Nonetheless, I am not entirely unsympathetic to Balko’s arguments. I am in complete accord with his condemnation of “no knock” search warrants as they are used against drug dealers. This kind of raid, usually carried out in the dead of night, is intended to startle suspects by means of a rapid and unannounced entry, sometimes accompanied by the use of disorienting “flash bang” grenades. But when I’m the first cop through the door on a search warrant, as I have been many times, it is in my best interest that the people inside know it is the police coming in and not some criminal looking to rip them off. As Balko points out, confusion as to who is bursting into a home at four in the morning has led to needless deaths, including those of police officers.
I also concur with the author’s criticism of Drug Enforcement Administration raids on marijuana dispensaries in those states where citizens have voted to legalize the drug or endorse its use for medical purposes. California’s medical-marijuana program may have devolved into a bad joke, one in which anyone can claim any malady in a two-minute session with a “doctor” and come away with a prescription for marijuana — but this is what Californians voted for, and it is not the federal government’s place to protect them from their decisions, no matter how misguided.
Balko suggests some reforms for police departments, but at times he reveals his naïveté as to how police work is and ought to be conducted. He cites, for example, the FBI’s capture of Boston mobster Whitey Bulger, who in 2011 was arrested in Santa Monica after 16 years on the run. “Of all the people who meet the criteria for a SWAT team,” Balko writes, “you’d think Bulger would top the list.” Instead, FBI agents created a ruse that allowed them to make the arrest without incident, a tactic Balko applauds and hopes to see more of.
True, the FBI was innovative in capturing Bulger, but the operation surely required dozens of agents to implement the ruse and conduct the surveillance it must have entailed.
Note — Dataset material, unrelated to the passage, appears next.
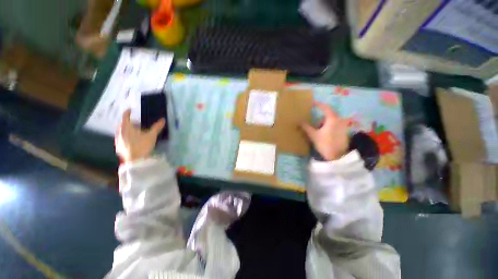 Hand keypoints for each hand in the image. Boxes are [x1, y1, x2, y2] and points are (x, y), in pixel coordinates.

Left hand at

And just as surely there was a SWAT team at the ready somewhere nearby in case Bulger spotted the surveillance and tried to shoot it out or flee. Most police departments simply do not have that kind of manpower and expertise at their disposal, and a SWAT raid is often the safest option when a violent fugitive is located. And the use of a SWAT team does not necessarily increase the likelihood of violence in a police encounter. The LAPD’s SWAT team, for example, uses deadly force in less than 1 percent of its deployments.
Though Balko gives passing mention to the presence of SWAT teams within ostensibly benign federal bureaucracies, I would have liked to see him explore the use for these teams in such agencies as the Food and Drug Administration. Even the Department of Education has its own SWAT team: Why?
For all my cop’s quibbles with Rise of the Warrior Cop, I was struck by how much I found to agree with in the book. Balko makes a compelling case that in America today there are too many SWAT teams operating with too little accountability, further exposing the country to the dangers this magazine identified in 1996. “No, America today isn’t a police state,” he writes in the concluding chapter. “Far from it. But it would be foolish to wait until it becomes one to get concerned.” One need not be a libertarian to appreciate the warning.
– “Jack Dunphy” is the nom de plume of a police officer with the Los Angeles Police Department.